Er schenkte uns Wein ein und wir stießen an auf ein gutes Dinner. Und es war ein verdammt gutes Dinner, irgendwie wie bei einem Date. "Ist das hier eigentlich ein Date?" fragte ich Alvaro vorsichtig. "Wenn du willst, ja." Ich nickte fröhlich. Wir unterhielten uns immer mehr über private Sachen, wie unsere Familien. Außerdem erfuhr ich, dass er vier Sprachen fließend sprechen kann: Spanisch, Englisch, Deutsch und Italienisch. "Wow, das ist cool. Ich kann nur Deutsch und Englisch." sagte ich. "Kannst du ein Instrument spielen?" fragte er. "Nur ein bisschen Klavier, und du?" fragte ich zurück. "Gitarre und Klavier hauptsächlich. Ein paar andere habe ich mal ausprobiert, aber nicht wirklich gelernt." sagte er. Wir räumten später die Küche wieder auf und setzten uns mit unseren schon zum dritten Mal nach gefüllten Weingläsern auf das Sofa in meinem großen Wohnzimmer.

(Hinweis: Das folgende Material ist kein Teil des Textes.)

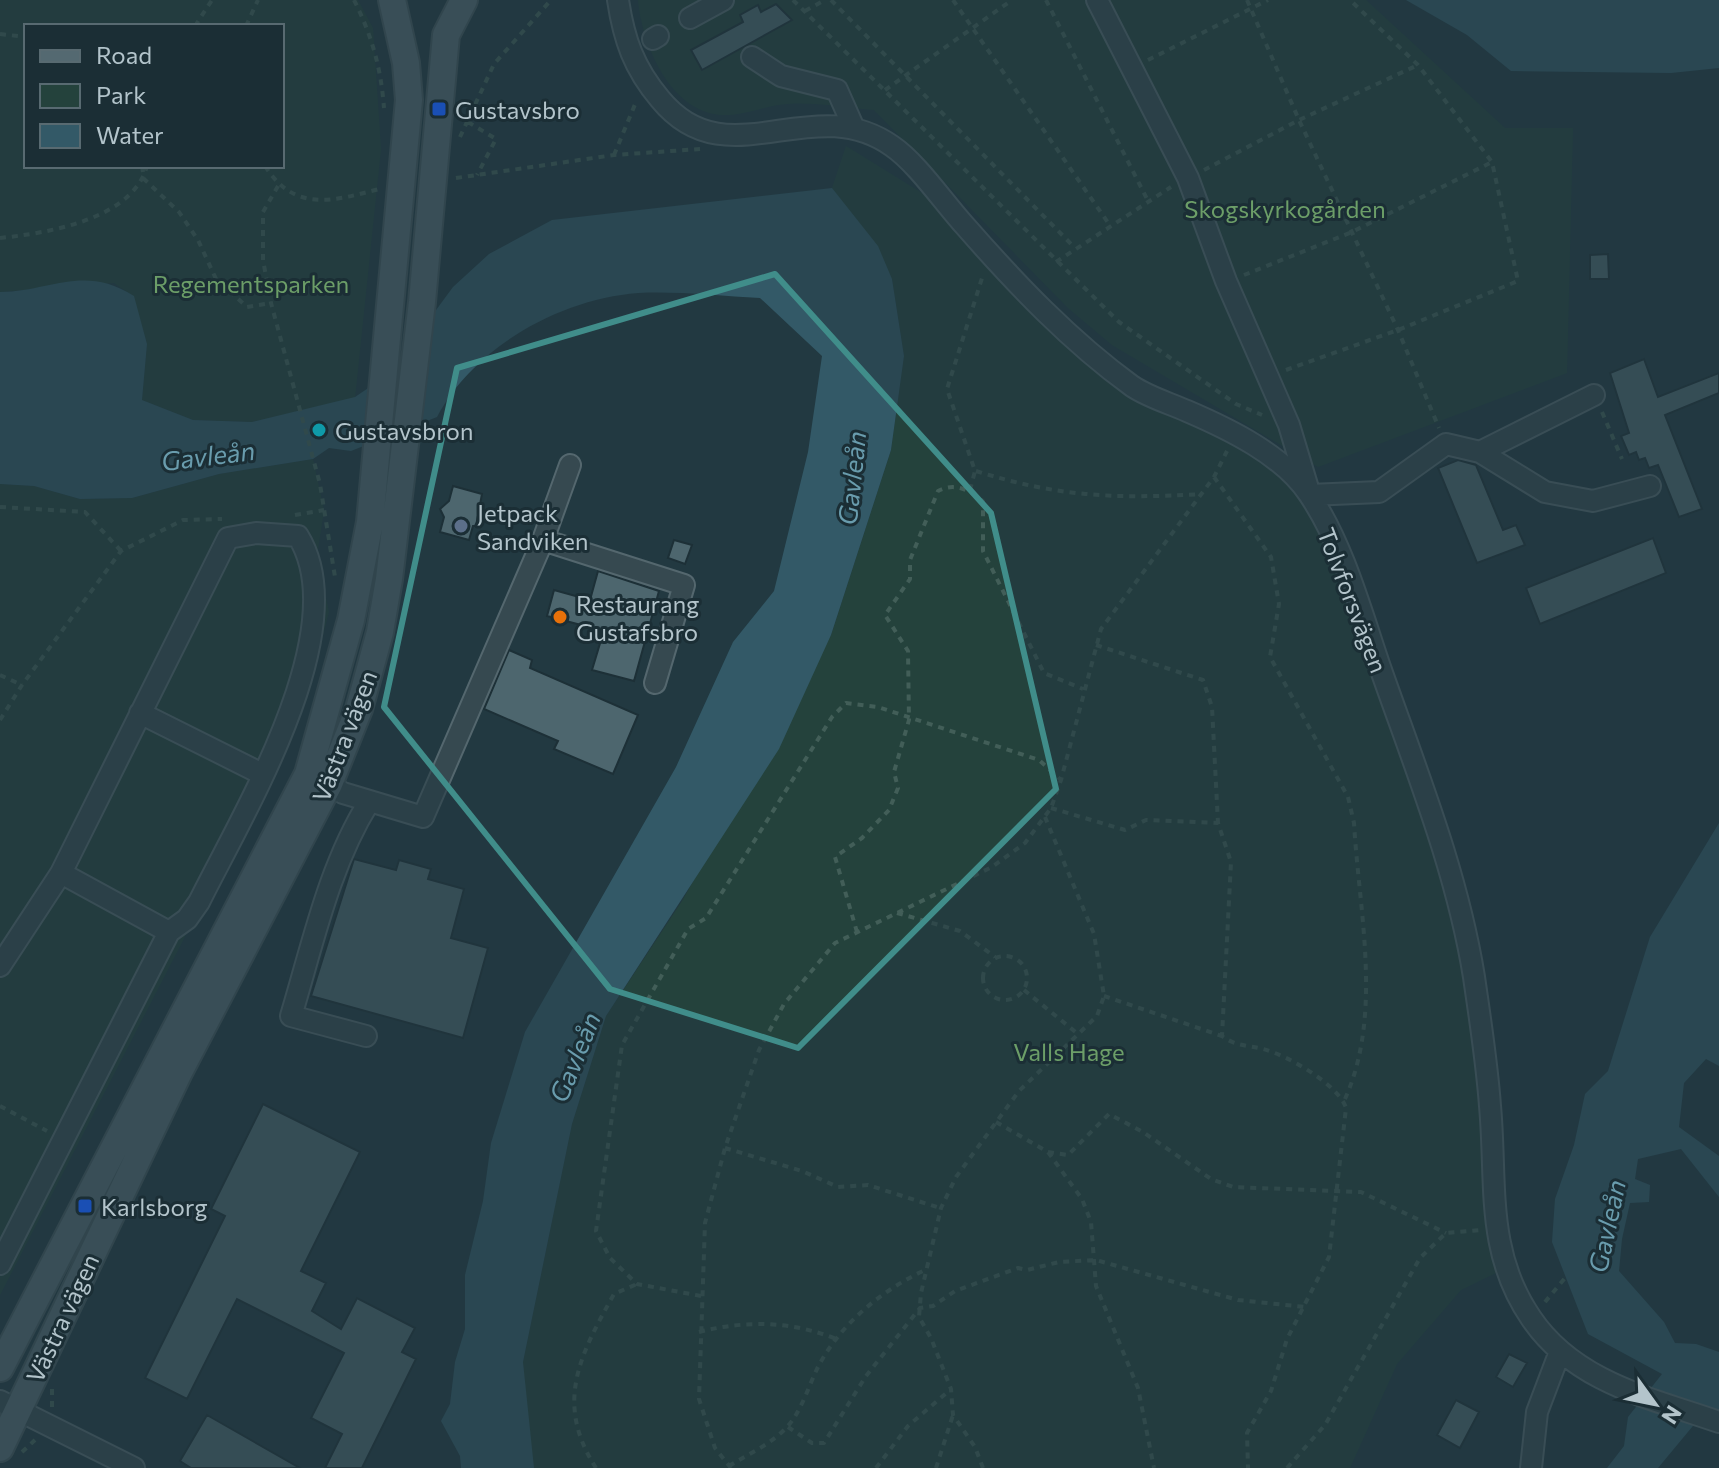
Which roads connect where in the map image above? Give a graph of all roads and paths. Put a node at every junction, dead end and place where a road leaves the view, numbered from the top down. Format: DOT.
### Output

"Wollen wir noch einen Film gucken?" fragte ich und als er zustimmte öffnete ich Netflix auf dem Fernseher. Wir schauten Yesterday, einen Film über einen Songwriter, der sich als einziger an die Beatles erinnern kann und mit ihren Songs dann berühmt wird. Da wir den Film aber beide schon kannten, redeten wir einfach weiter über verschiedene Sachen. Es machte Spaß mit ihm zu reden und wir lachten viel. Als wir die Flasche Wein geleert hatten, beschlossen wir jedoch schlafen zu gehen."Du kannst auch einfach die Nacht hier bleiben, wenn du willst." Bot ich dem Spanier an. "Ok. Gerne. Ich glaube ich bin ein bisschen angetrunken. Laufen wäre also nicht mehr die beste Idee. Und es ist schon nach 23 Uhr. Mein Fahrer hat schon ab 22 Uhr frei." Sagte er und lachte. Ich stieg mit in das Lachen ein und wir gingen nach oben in mein Schlafzimmer.

"Ähm. Ist es ok, wenn wir zu zweit im Bett schlafen?" frage ich. Er grinste. "Ja, warum nicht?" meinte er. "Weiß ich nicht. Aber ich kann dir auch nichts zum Anziehen geben. Ich bin kleiner als du und ähm ja, du kannst ja schlecht in Jeans schlafen..." "Dann schlafe ich halt in Boxershorts, wenn das ok für dich ist." meinte er und wir gingen nacheinander ins Badezimmer, um uns fertig zu machen. Ich hatte sogar noch eine neue Zahnbürste für ihn. Eine halbe Stunde später, als ich nach Alvaro aus dem Bad wieder kam, lag dieser bereits nur in Boxershorts auf meinem Bett. Woooow. Er ist heiß. Er ist die verdammte Definition von heiß. Ich musste mich beherrschen, nicht panisch aus dem Raum zu rennen. Irgendwie schaffte ich es, meine Angst loszuwerden und legte mich mehr oder weniger selbstsicher neben ihn.

"Du wirkst irgendwie verunsichert Nora. Mache ich dich etwa nervös?" fragte er scheinheilig während er die Decke über uns zog und strich wie aus Zufall über meine Hüfte, als er seine Hand wieder zu sich zog. "Ähm. Nein. Alles gut." sagte ich etwas zu schnell und überspielte das, indem ich fragte "Bist du müde?" "Nein. Nicht wirklich. Und du?" "Nein, ich auch nicht." antwortete ich kurz. Alvaro wechselte netterweise das Thema und dann redeten wir noch lange. Ich machte das Licht schon mal aus und selbst im silbrigen Mondlicht sah er perfekt aus. Ich hatte definitiv eine Schwäche für ihn. Und als ich dachte, dass ich dieser Schwäche nicht mehr lange stand halten konnte, gähnte ich als Vorwand schlafen zu wollen. Ich wollte nichts überstürzen und keinen One night stand aus unserer Freundschaft machen. "Müde?" fragte Alvaro. "Ja. Jetzt schon. Und du?" "Ein bisschen." sagte er und wir beschlossen zu schlafen. "Gute Nacht, Nora." "Gute Nacht." sagte ich und als ich mich etwas später mit dem Rücken zu ihm drehte, weil ich nur auf der einem Seite gut einschlafen kann, spürte ich, wie Alvaro vorsichtig einen Arm um meine Hüfte legte. Ich spürte ein wohliges Kribbeln in meinem Bauch und legte meine Hand auf seine. Er lachte kurz leise und dann schlief ich auch schon ein. Ich fühlte mich sicherer als je zuvor und schlief auch besser als die ganzen letzten Monate. Dank Alvaro. Dem nettesten, positivsten und attraktivsten Spanier, den ich je getroffen hatte. Klar, wir kannten uns erst ein paar Tage, es war komisch, dass wir jetzt direkt in einem Bett schliefen. Aber irgendwie fand ich keine Gründe dafür, es nicht zu tun, also genoss ich es einfach.

Alvaro war bisher der wichtigste Mensch in meinem neuen Leben, naja, auch so ziemlich der einzige, abgesehen von ein paar Freundinnen. Mein neues Leben hatte ja auch erst vor ein paar Tagen begonnen. Aber es würde super werden, das spürte ich jetzt schon.